Few details are as yet available from Qantas, but the scheme introduced by Lufthansa (and its subsidiary Swiss) compares
favourably with those offered by the likes of British Airways, Silverjet and Easyjet.

Firstly, Lufthansa has chosen as its partner Myclimate, a Swiss offset provider run on a non-profit basis, whereas the
leading UK providers Climate Care (British Airways) and Carbon Neutral (Silverjet) are for-profit companies.

In addition, all funds raised by Lufthansa’s scheme will go to designated projects, run by Myclimate, which meet the highest standards set by the UN’s Clean Development Mechanism (CDM) for certification.

By comparison, Climate Care and Carbon Neutral provide reductions in the unregulated – and more controversial – voluntary market, while Easyjet buys direct in the certified emissions reductions (CER) market, but doesn’t get
involved in setting up projects.

Rene Estermann, managing director of Myclimate, said: “Lufthansa wanted a partner which developed its own projects, and that is what we do. Our offsets are quite expensive compared with some other providers, but that’s because we concentrate on creating really good, sustainable projects.”

Initially, funds raised by Lufthansa’s scheme will go towards two projects in India which reduce emissions through the production of electricity from biomass (agricultural waste) instead of coal and diesel. One project, located in Karnataka, southern India, was the first worldwide to meet the criteria for the CDM’s Gold Standard, which guarantees social as well as ecological sustainability. The second, in Bihar, is currently passing through the CDM registration process.

Estermann added: “Both of these projects are from our best portfolio. Neither is exclusive to Lufthansa, but depending on take-up we will either develop specific projects for them in future or continue to use our existing portfolio.”

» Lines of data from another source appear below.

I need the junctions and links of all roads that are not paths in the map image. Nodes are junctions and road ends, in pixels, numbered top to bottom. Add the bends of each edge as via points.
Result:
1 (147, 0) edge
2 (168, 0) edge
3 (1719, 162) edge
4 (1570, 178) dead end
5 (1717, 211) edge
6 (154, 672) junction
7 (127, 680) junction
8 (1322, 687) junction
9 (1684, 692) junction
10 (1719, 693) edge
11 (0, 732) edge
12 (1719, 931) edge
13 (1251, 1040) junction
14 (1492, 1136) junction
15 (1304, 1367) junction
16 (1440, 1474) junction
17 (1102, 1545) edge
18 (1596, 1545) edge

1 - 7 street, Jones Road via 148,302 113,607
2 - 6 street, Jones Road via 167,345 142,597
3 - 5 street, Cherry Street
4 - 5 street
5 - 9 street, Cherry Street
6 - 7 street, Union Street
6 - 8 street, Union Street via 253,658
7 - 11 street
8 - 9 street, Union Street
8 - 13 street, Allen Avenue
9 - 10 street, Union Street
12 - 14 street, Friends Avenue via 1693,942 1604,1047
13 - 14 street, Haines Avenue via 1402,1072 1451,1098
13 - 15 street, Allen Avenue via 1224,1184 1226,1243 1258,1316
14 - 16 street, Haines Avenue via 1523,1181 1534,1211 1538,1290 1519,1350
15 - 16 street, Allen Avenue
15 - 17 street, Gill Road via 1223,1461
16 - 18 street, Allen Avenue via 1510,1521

Lufthansa is also the first airline to distinguish between the impact of economy, business and first class passengers in its online calculator (which is based on the emissions of the whole group’s fleet over the course of a month). Like BA, however, the German carrier has stopped short of applying a “radiative forcing” multiplier to allow for the effect of emissions being produced at altitude, as recommended by some climate scientists and as used by both Myclimate and Climate Care in their own calculators.

Qantas has also chosen not to use a multiplier in its online calculator, but has broken new ground by including its ground
operations as well as its aircraft when calculating emissions on each flight sector. The group has achieved certification under the Australian Government’s Greenhouse Friendly initiative, but has yet to choose a long-term partner for
its scheme. A spokesperson said: “We have a short list for our ongoing programme, which is soon to be finalised. Suppliers are Australian Greenhouse Office accredited and programmes are not Qantas-specific at this stage.”

Passengers should note, however, that the Australian government currently gives accreditation to offset providers which
run reforestation schemes – indeed to mark the launch of the initiative, Qantas offset all its flights on September 19 by putting funds towards CO2 Australia’s project to plant 90,000 eucalyptus trees. Since trees only remove carbon from
the atmosphere temporarily, most major European offset providers have switched to energy-based projects which prevent emissions.